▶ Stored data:
● ● ● ● ●
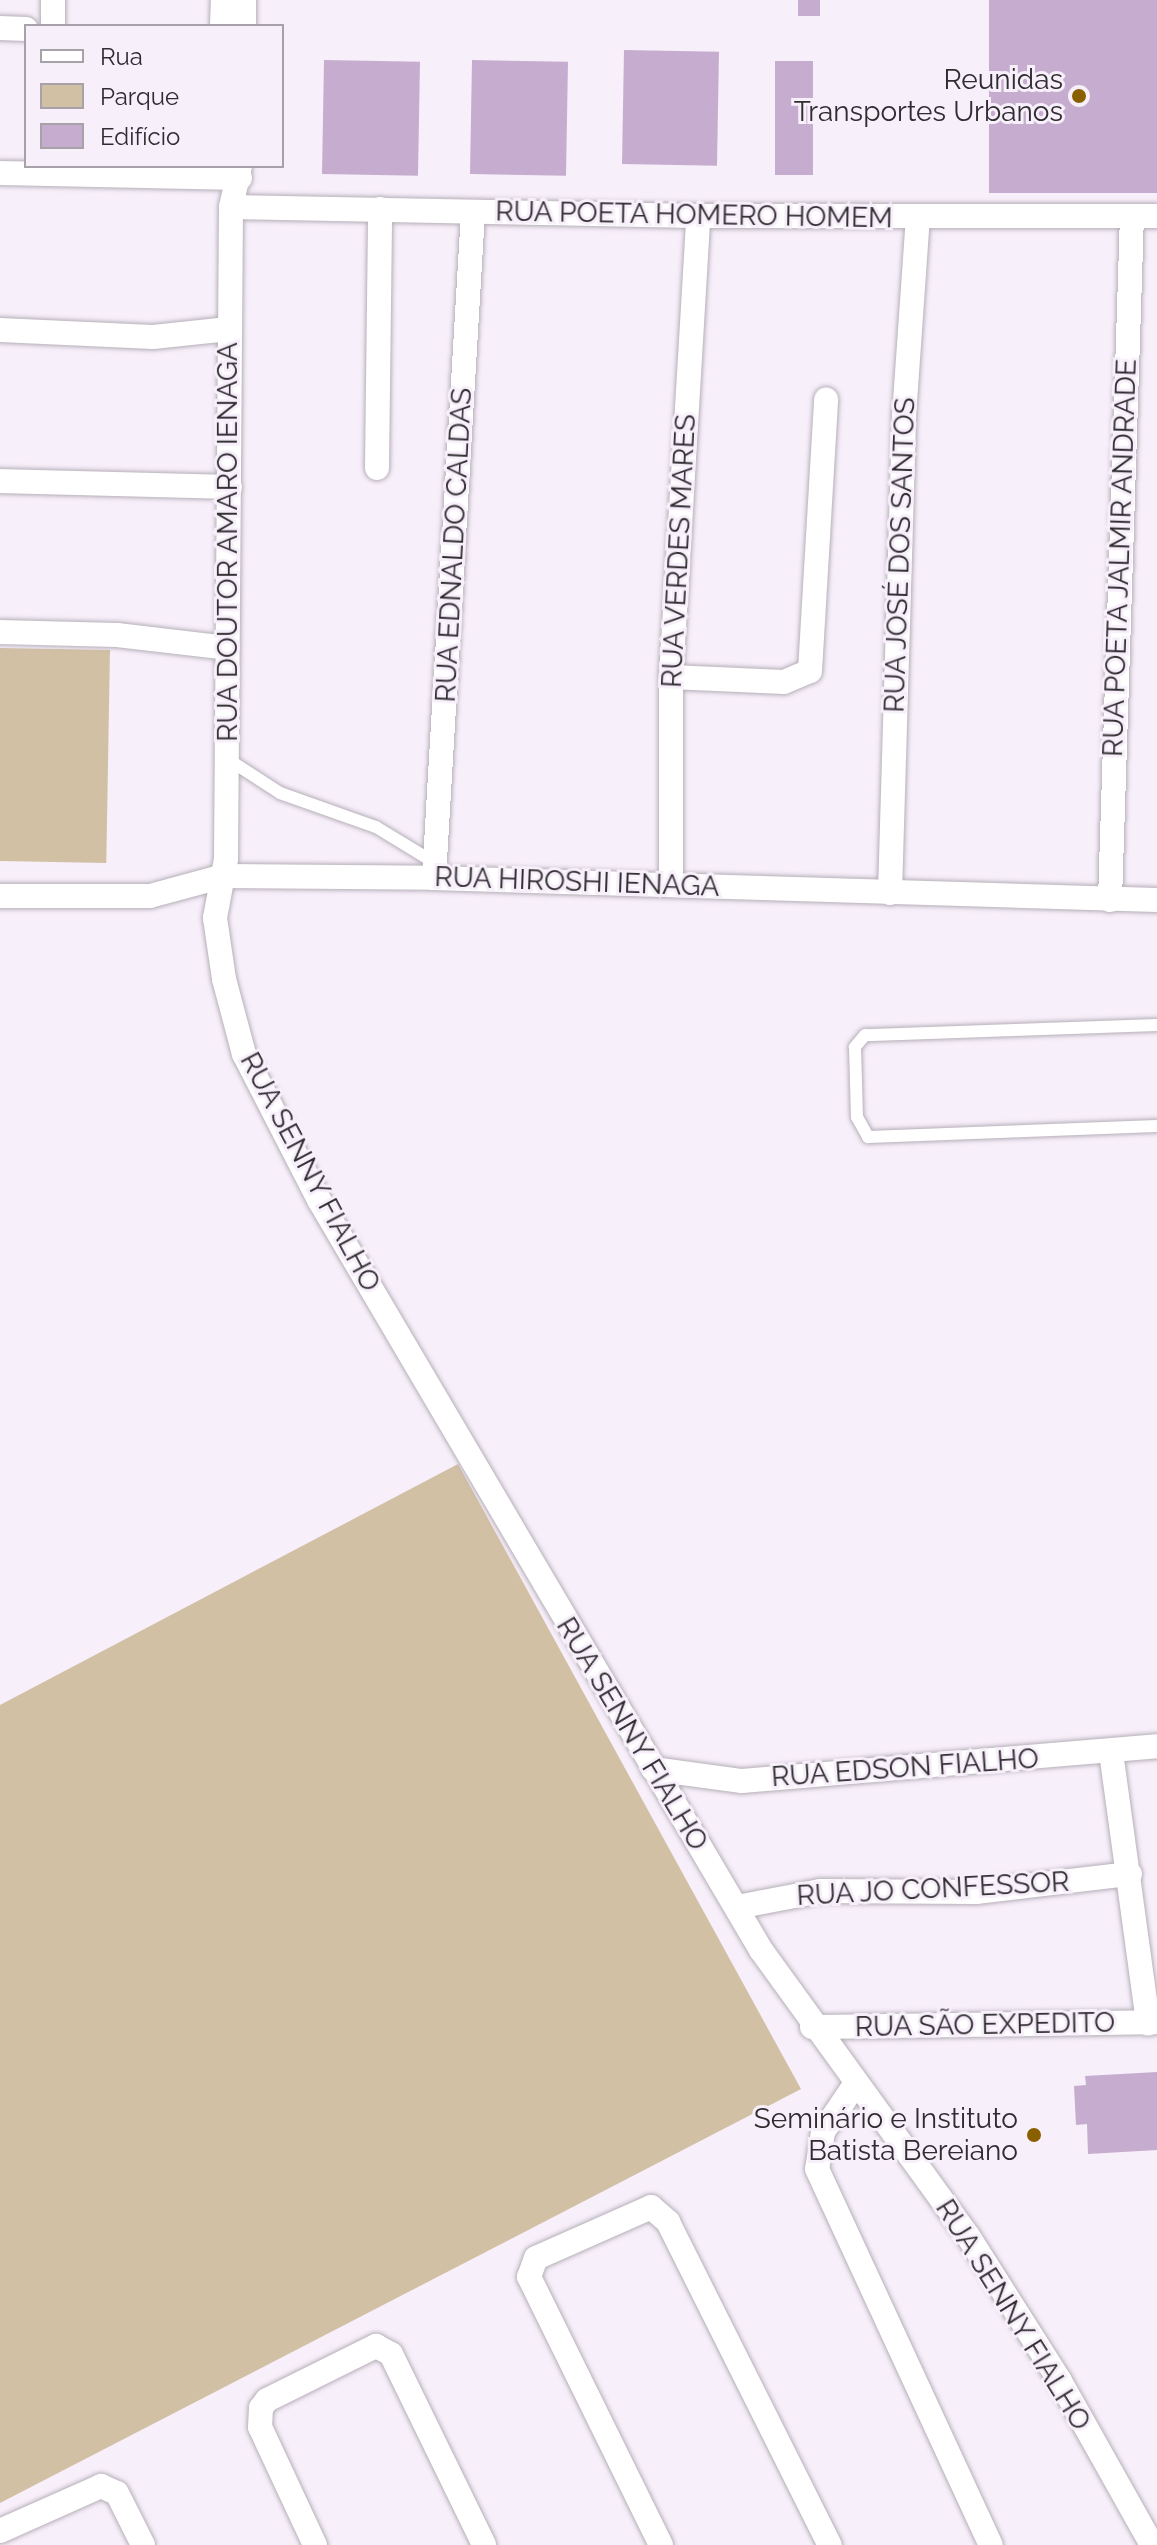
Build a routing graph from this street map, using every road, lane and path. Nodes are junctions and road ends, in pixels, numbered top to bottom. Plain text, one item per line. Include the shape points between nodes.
1 (53, 0) edge
2 (223, 0) edge
3 (244, 0) edge
4 (53, 24) edge
5 (222, 24) edge
6 (244, 24) edge
7 (0, 28) edge
8 (24, 29) edge
9 (51, 170) edge
10 (231, 172) edge
11 (0, 173) edge
12 (231, 207) junction
13 (380, 209) junction
14 (473, 212) junction
15 (698, 216) junction
16 (1132, 216) junction
17 (1157, 216) edge
18 (918, 217) junction
19 (229, 329) junction
20 (0, 330) edge
21 (826, 399) dead end
22 (377, 468) dead end
23 (0, 481) edge
24 (230, 487) junction
25 (0, 632) edge
26 (227, 648) junction
27 (671, 677) junction
28 (226, 758) junction
29 (435, 870) junction
30 (224, 876) junction
31 (671, 885) junction
32 (890, 893) junction
33 (0, 896) edge
34 (1110, 900) junction
35 (1157, 900) edge
36 (1157, 1025) edge
37 (1157, 1126) edge
38 (1157, 1746) edge
39 (1111, 1752) junction
40 (653, 1769) junction
41 (1130, 1874) junction
42 (737, 1907) junction
43 (1152, 2022) edge
44 (812, 2027) junction
45 (856, 2083) junction
46 (0, 2531) edge
47 (143, 2545) edge
48 (315, 2545) edge
49 (484, 2545) edge
50 (661, 2545) edge
51 (830, 2545) edge
52 (991, 2545) edge
53 (1152, 2545) edge

1 - 4 street
2 - 5 street
3 - 6 street
7 - 8 street
9 - 10 street
9 - 11 street
10 - 12 street
12 - 13 street, RUA POETA HOMERO HOMEM
12 - 19 street, RUA DOUTOR AMARO IENAGA
13 - 14 street, RUA POETA HOMERO HOMEM
13 - 22 street
14 - 15 street, RUA POETA HOMERO HOMEM
14 - 29 street, RUA EDNALDO CALDAS
15 - 18 street, RUA POETA HOMERO HOMEM
15 - 27 street, RUA VERDES MARES
16 - 17 street, RUA POETA HOMERO HOMEM
16 - 18 street, RUA POETA HOMERO HOMEM
16 - 34 street, RUA POETA JALMIR ANDRADE
18 - 32 street, RUA JOSÉ DOS SANTOS via 902,461
19 - 20 street via 153,337
19 - 24 street, RUA DOUTOR AMARO IENAGA
21 - 27 street via 810,671 784,682
23 - 24 street
24 - 26 street, RUA DOUTOR AMARO IENAGA
25 - 26 street via 117,635
26 - 28 street, RUA DOUTOR AMARO IENAGA
27 - 31 street, RUA VERDES MARES
28 - 29 lane via 280,793 376,827
28 - 30 street, RUA DOUTOR AMARO IENAGA
29 - 30 street, RUA HIROSHI IENAGA
29 - 31 street, RUA HIROSHI IENAGA
30 - 33 street, RUA HIROSHI IENAGA via 150,896
30 - 40 street, RUA SENNY FIALHO via 216,900 216,940 233,1017 261,1090 319,1200
31 - 32 street, RUA HIROSHI IENAGA
32 - 34 street, RUA HIROSHI IENAGA
34 - 35 street, RUA HIROSHI IENAGA
36 - 37 lane via 865,1035 855,1047 857,1117 868,1137
38 - 39 street, RUA EDSON FIALHO
39 - 40 street, RUA EDSON FIALHO via 742,1781
39 - 41 street
40 - 42 street, RUA SENNY FIALHO
41 - 42 street, RUA JO CONFESSOR via 976,1892 820,1891
41 - 43 street
42 - 44 street, RUA SENNY FIALHO
43 - 44 street, RUA SÃO EXPEDITO
44 - 45 street, RUA SENNY FIALHO
45 - 52 street via 823,2132 817,2169
45 - 53 street, RUA SENNY FIALHO via 976,2249 1060,2381
46 - 47 street via 93,2487 117,2493
48 - 49 street via 260,2427 261,2408 267,2400 376,2346 391,2354
50 - 51 street via 529,2277 536,2258 651,2207 668,2222

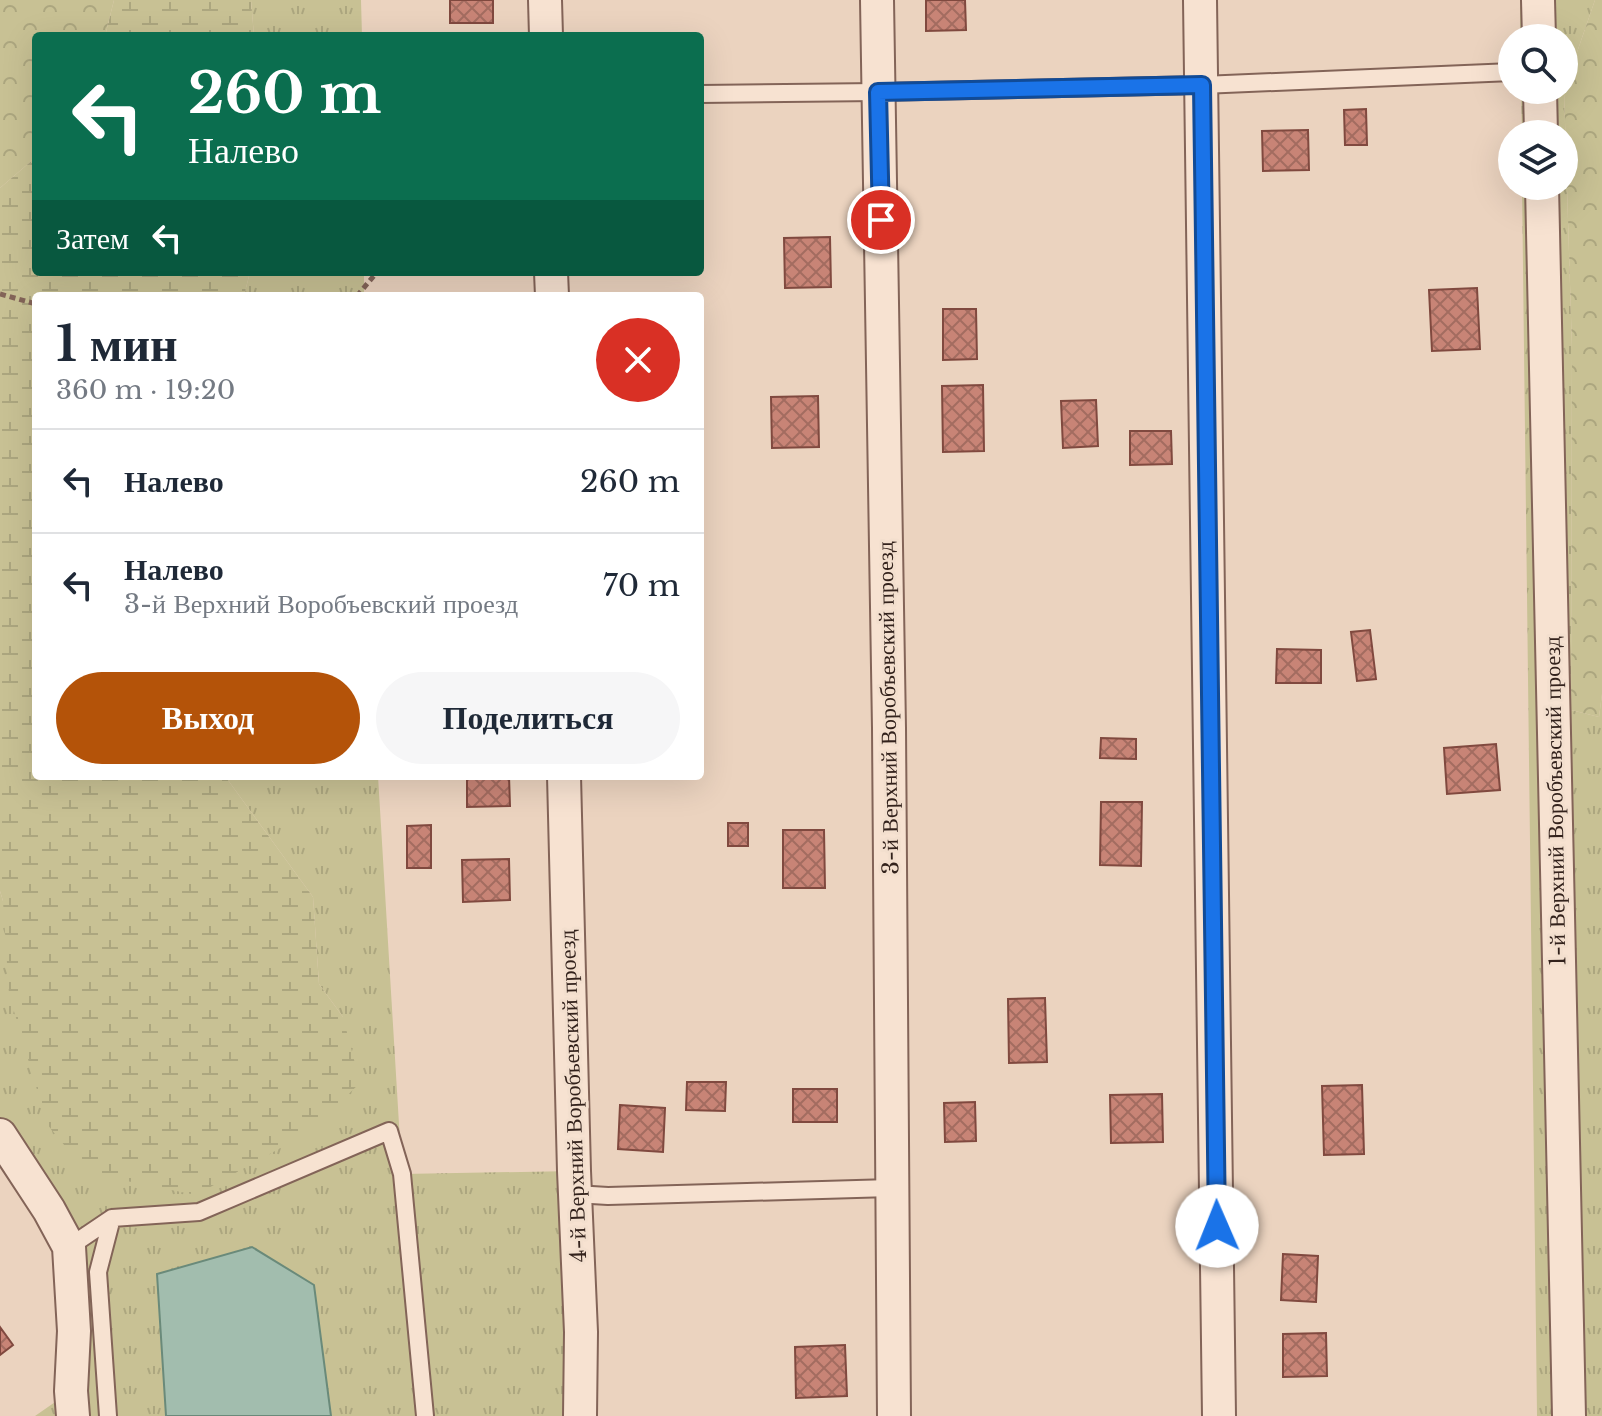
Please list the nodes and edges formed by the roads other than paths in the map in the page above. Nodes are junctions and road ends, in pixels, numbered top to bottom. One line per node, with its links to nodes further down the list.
1 (545, 0): 6 (street)
2 (877, 0): 9 (street, 3-й Верхний Воробъевский проезд)
3 (1200, 0): 8 (street)
4 (1538, 0): 5 (street)
5 (1539, 24)
6 (546, 32)
7 (1498, 73): 8 (lane)
8 (1202, 85): 9 (lane); 23 (street)
9 (878, 92): 10 (lane); 14 (street, 3-й Верхний Воробъевский проезд)
10 (704, 94)
11 (1542, 200): 24 (street, 1-й Верхний Воробъевский проезд)
12 (564, 780): 15 (street, 4-й Верхний Воробъевский проезд)
13 (0, 1135): 17 (street)
14 (891, 1188): 15 (lane); 22 (street, 3-й Верхний Воробъевский проезд)
15 (575, 1194): 21 (street, 4-й Верхний Воробъевский проезд)
16 (112, 1218): 17 (lane); 19 (lane); 20 (lane)
17 (69, 1247): 18 (street)
18 (73, 1416)
19 (108, 1416)
20 (425, 1416)
21 (580, 1416)
22 (894, 1416)
23 (1219, 1416)
24 (1569, 1416)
● ● ● ● ●
▶ EXERCISE INSTRUCTIONS:
The answer is a single number, the count of lines in the records that contain the string "DOUTOR".

▶ EXERCISE ANSWER:
5